Most text documents are created using Microsoft Word. To make Microsoft Word even better, I think it would be great to allow automatic document editing, printing, as well as exporting text documents to PDF via an API.

In this article I will describe how to automate two of those tasks: printing text documents and converting text documents to PDF.

Here is an example of input code for printing a text document written in Microsoft Visual Basic.NET, which looks like this:

Dim app = CreateObject("Word.Application")
Dim doc = app.Documents.Open("D:\in\my resume.doc")

app.PrintOut(False)

doc.Close()
app.Quit()

This code seems quite simple, but there are some peculiarities when one needs to print a list of documents:

  1. Users need to be able to specify the name of a printer that they are going to use;
  2. It’s important to make Word application work conspicuously instead of appearing on the screen every time a document is edited;
  3. It’s necessary to switch off all the informational notes and requests to approve certain operations performed on documents.
  4. It’s necessary to turn off an option of automatically adding edited files to the list “Recent files”.

To take care of all those issues, an example of improved code would look like this:

Dim app = CreateObject("Word.Application")

app.Visible = False

app.DisplayAlerts = 0
app.FeatureInstall = 0
app.DisplayRecentFiles = False
app.DisplayDocumentInformationPanel = False
app.AutomationSecurity = 3

Dim wdOptions = app.Options
wdOptions.WarnBeforeSavingPrintingSendingMarkup = False
wdOptions.SavePropertiesPrompt = False
wdOptions.DoNotPromptForConvert = True
wdOptions.PromptUpdateStyle = False
wdOptions.ConfirmConversions = False

Dim doc = app.Documents.Open("D:\in\my resume.doc")

doc.Application.ActivePrinter = "Xerox Global Print Driver PS"

app.PrintOut(False)

doc.Saved = True
doc.Close(0)

app.Quit()

I personally think this code is sufficient to pass a University test in programming, but to upgrade it for commercial purposes we need to introduce some further improvements:

  1. This code won’t work if an incoming file is saved in a “Read only” mode.
  2. Performance of your program can be enhanced significantly if the user just opens and closes documents themselves and leaves the Microsoft Word application open.
  3. Some users need an option to print a selected range of pages instead of printing a whole document, or to print several copies of the same document.
  4. This code won’t work if the program is started from Windows Task Scheduler or on behalf of Windows Service.

I won’t describe how to solve the above mentioned issues. It gets very technical, very quickly and some readers may find it a little boring. But, let me just mention that I have successfully solved these issues in the following software applications: Print ConductorFolderMill, and 2Printer.
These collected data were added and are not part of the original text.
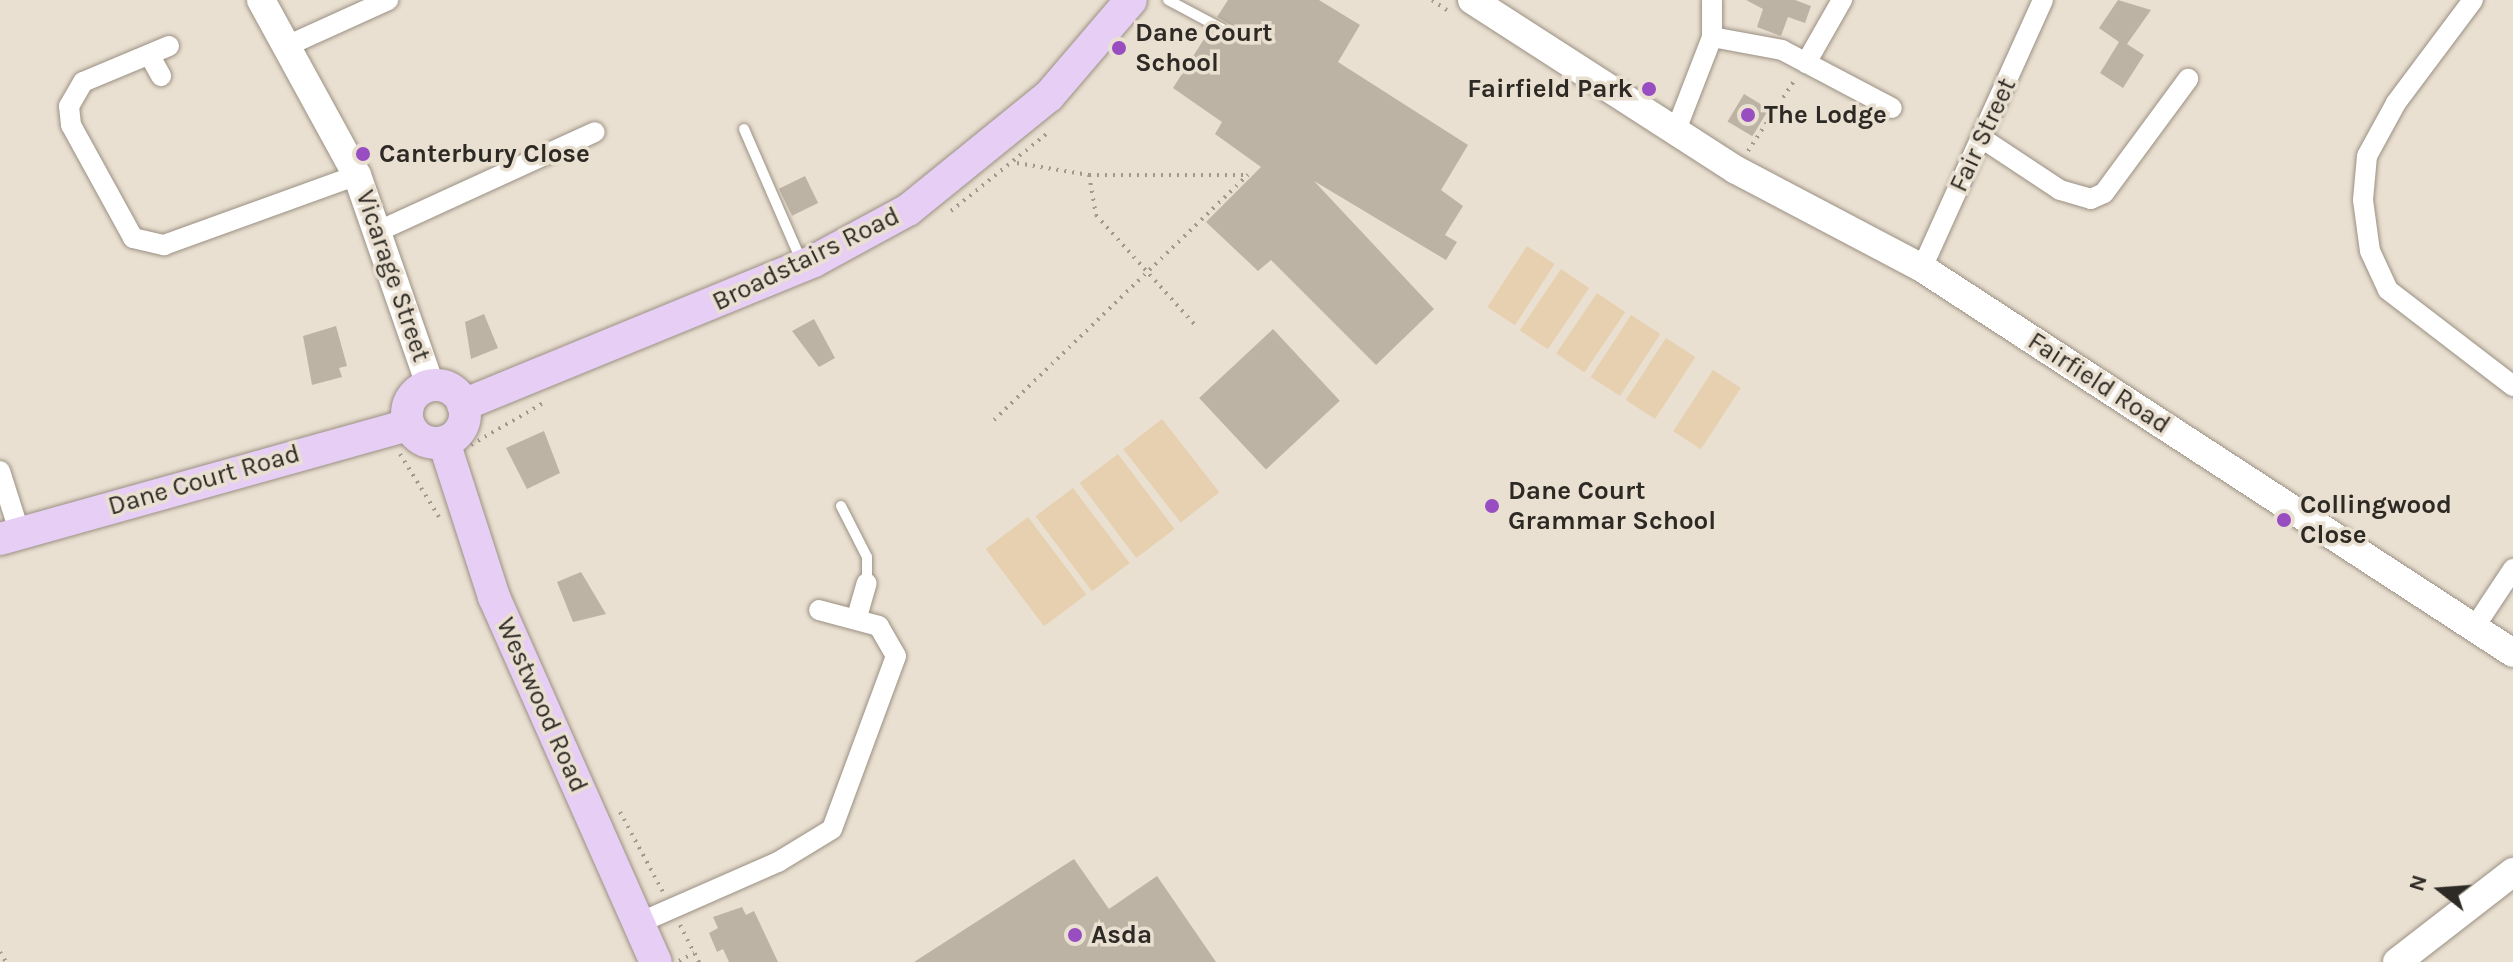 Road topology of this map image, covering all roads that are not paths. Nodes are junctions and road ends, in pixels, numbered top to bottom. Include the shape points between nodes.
1 (261, 0) edge
2 (388, 0) edge
3 (1131, 0) edge
4 (1168, 0) edge
5 (1472, 0) edge
6 (1712, 0) edge
7 (1842, 0) edge
8 (2043, 0) edge
9 (2473, 0) edge
10 (1230, 33) dead end
11 (1712, 37) junction
12 (289, 45) junction
13 (1806, 63) junction
14 (161, 76) dead end
15 (2188, 79) dead end
16 (1892, 108) dead end
17 (744, 129) dead end
18 (1676, 130) junction
19 (595, 132) dead end
20 (1983, 139) junction
21 (357, 175) junction
22 (381, 230) junction
23 (803, 266) junction
24 (1922, 268) junction
25 (430, 385) junction
26 (2513, 386) edge
27 (463, 405) junction
28 (408, 425) junction
29 (444, 442) junction
30 (0, 471) edge
31 (841, 506) dead end
32 (10, 535) edge
33 (2513, 569) edge
34 (867, 583) joint
35 (819, 610) dead end
36 (857, 617) junction
37 (2474, 628) junction
38 (2513, 653) edge
39 (2513, 872) edge
40 (639, 923) junction
41 (656, 962) edge
42 (2397, 962) edge

1 - 12 street, Vicarage Street
2 - 12 street
3 - 23 main road, Broadstairs Road via 1099,43 1005,138 908,210
4 - 10 lane
5 - 18 street, Fairfield Road
6 - 11 street
7 - 13 street
8 - 20 street, Fair Street
9 - 26 street via 2396,103 2367,156 2363,200 2370,251 2388,290
11 - 13 street
11 - 18 street
12 - 21 street, Vicarage Street
13 - 16 street
14 - 21 street via 160,51 83,82 69,106 71,125 133,238 164,245
15 - 20 street via 2162,136 2104,193 2091,199 2060,190
17 - 23 lane
18 - 24 street, Fairfield Road via 1736,170
19 - 22 street via 577,154
20 - 24 street, Fair Street
21 - 22 street, Vicarage Street
22 - 25 street, Vicarage Street
23 - 27 main road, Broadstairs Road
24 - 37 street, Fairfield Road
25 - 27 main road via 447,387
25 - 28 main road via 410,400
27 - 29 main road via 459,432
28 - 29 main road via 419,439
28 - 32 main road, Dane Court Road
29 - 40 main road, Westwood Road via 494,597
30 - 32 street
31 - 34 lane via 867,557
33 - 37 street
34 - 36 street
35 - 36 street
36 - 40 street via 892,639 896,671 832,829 778,862
37 - 38 street, Fairfield Road
39 - 42 street
40 - 41 main road, Westwood Road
Another useful tool is converting a document to PDF, which requires the substitution of the PrintOut function for ExportAsFixedFormat. After doing this the code will look like this:

Dim app = CreateObject("Word.Application")

app.Visible = False

app.DisplayAlerts = 0
app.FeatureInstall = 0
app.DisplayRecentFiles = False
app.DisplayDocumentInformationPanel = False
app.AutomationSecurity = 3

Dim wdOptions = app.Options
wdOptions.WarnBeforeSavingPrintingSendingMarkup = False
wdOptions.SavePropertiesPrompt = False
wdOptions.DoNotPromptForConvert = True
wdOptions.PromptUpdateStyle = False
wdOptions.ConfirmConversions = False

Dim doc = app.Documents.Open("D:\in\my resume.doc")

doc.ExportAsFixedFormat("D:\out\my resume.pdf", 17)

doc.Saved = True
doc.Close(0)

app.Quit()

This example is for computers equipped with Microsoft Word 2007 SP2 or later versions.

It’s important to note that ExportAsFixedFormat function won’t work if there are no printers installed on the computer or if none of the printers have been defined as a system default printer.

A code for exporting documents to PDF can be improved by adding an option to export only part of the document, or to export a document to PDF/A format variation. These two options are in place with ExportAsFixedFormat by Microsoft.

Two examples of commercial applications that utilize this code for converting documents to PDF are DocuFreezer and FolderMill.